*** Opening of Extracted entries ***

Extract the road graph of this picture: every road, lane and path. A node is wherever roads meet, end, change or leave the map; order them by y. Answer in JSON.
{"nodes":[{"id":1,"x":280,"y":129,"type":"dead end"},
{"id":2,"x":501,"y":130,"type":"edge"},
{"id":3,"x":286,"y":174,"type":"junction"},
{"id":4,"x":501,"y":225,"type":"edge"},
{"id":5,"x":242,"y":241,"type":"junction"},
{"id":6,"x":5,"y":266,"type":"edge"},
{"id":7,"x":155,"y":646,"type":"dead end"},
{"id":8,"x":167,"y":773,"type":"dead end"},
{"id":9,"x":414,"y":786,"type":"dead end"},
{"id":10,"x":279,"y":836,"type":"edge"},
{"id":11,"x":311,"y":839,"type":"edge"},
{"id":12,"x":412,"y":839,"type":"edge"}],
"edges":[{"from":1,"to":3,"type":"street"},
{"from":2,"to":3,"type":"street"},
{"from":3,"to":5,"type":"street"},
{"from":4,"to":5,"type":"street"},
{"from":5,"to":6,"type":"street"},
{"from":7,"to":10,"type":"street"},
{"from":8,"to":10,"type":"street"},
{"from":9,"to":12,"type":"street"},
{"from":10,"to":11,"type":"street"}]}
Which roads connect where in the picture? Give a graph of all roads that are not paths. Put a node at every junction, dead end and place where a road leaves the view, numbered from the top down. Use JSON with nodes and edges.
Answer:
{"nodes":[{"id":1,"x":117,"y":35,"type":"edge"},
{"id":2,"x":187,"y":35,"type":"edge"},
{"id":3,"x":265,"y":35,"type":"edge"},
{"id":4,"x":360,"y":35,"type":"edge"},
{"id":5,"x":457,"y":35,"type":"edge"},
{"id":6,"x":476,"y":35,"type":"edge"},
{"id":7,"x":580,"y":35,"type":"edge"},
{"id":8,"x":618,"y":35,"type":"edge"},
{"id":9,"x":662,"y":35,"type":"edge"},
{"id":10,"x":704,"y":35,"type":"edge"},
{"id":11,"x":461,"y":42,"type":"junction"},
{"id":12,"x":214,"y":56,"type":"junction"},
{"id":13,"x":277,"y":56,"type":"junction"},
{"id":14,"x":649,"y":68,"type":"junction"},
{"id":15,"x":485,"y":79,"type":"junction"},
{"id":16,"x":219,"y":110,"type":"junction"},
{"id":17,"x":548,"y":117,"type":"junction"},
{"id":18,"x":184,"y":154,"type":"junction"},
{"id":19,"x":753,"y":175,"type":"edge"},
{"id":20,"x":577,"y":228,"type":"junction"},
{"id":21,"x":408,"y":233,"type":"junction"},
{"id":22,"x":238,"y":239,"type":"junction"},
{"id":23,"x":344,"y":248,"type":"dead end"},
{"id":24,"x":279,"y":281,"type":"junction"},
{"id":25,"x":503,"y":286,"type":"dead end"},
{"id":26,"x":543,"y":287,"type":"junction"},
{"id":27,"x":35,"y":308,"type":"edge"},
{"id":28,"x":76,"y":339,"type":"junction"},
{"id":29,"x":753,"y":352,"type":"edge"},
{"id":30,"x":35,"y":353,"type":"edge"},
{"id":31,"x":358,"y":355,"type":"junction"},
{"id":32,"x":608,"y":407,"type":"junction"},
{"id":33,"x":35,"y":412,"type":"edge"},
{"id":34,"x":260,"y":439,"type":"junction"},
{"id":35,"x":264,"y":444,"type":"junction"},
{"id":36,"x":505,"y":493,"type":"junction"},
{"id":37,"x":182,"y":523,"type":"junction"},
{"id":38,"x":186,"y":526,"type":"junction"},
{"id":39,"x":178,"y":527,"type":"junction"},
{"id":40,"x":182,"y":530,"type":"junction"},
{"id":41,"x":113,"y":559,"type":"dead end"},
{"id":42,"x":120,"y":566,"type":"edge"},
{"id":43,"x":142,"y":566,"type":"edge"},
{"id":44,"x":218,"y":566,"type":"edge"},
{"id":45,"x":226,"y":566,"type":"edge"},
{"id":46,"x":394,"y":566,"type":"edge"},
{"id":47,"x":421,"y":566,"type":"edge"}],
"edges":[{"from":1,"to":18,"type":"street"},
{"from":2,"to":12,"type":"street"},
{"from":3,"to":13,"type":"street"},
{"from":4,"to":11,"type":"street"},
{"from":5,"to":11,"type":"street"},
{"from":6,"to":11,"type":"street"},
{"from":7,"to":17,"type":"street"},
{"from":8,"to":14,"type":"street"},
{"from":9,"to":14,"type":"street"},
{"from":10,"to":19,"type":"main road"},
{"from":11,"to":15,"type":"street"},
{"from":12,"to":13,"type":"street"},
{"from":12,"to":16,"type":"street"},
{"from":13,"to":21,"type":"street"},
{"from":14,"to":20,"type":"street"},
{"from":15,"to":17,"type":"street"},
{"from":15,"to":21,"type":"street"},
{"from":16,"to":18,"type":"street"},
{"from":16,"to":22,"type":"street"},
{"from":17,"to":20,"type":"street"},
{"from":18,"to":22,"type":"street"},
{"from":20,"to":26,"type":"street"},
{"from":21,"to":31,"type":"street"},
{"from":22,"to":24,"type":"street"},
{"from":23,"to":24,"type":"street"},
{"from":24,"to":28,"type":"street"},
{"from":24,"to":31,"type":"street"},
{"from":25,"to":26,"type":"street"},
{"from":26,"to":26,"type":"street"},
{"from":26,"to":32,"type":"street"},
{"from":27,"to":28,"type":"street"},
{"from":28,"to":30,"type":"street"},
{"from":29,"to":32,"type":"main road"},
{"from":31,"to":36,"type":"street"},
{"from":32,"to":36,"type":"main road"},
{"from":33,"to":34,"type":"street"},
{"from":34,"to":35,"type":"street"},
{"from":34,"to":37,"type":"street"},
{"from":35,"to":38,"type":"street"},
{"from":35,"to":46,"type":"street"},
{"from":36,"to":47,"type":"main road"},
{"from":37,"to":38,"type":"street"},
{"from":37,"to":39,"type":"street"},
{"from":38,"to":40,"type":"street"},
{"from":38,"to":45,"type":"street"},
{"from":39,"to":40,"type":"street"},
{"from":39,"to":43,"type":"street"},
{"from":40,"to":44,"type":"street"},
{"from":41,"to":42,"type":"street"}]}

*** Close of Extracted entries ***

**Exercise**
For this exercise, copy every line of the data that holds "graph".

**Answer for the task**
Extract the road graph of this picture: every road, lane and path. A node is wherever roads meet, end, change or leave the map; order them by y. Answer in JSON.
Which roads connect where in the picture? Give a graph of all roads that are not paths. Put a node at every junction, dead end and place where a road leaves the view, numbered from the top down. Use JSON with nodes and edges.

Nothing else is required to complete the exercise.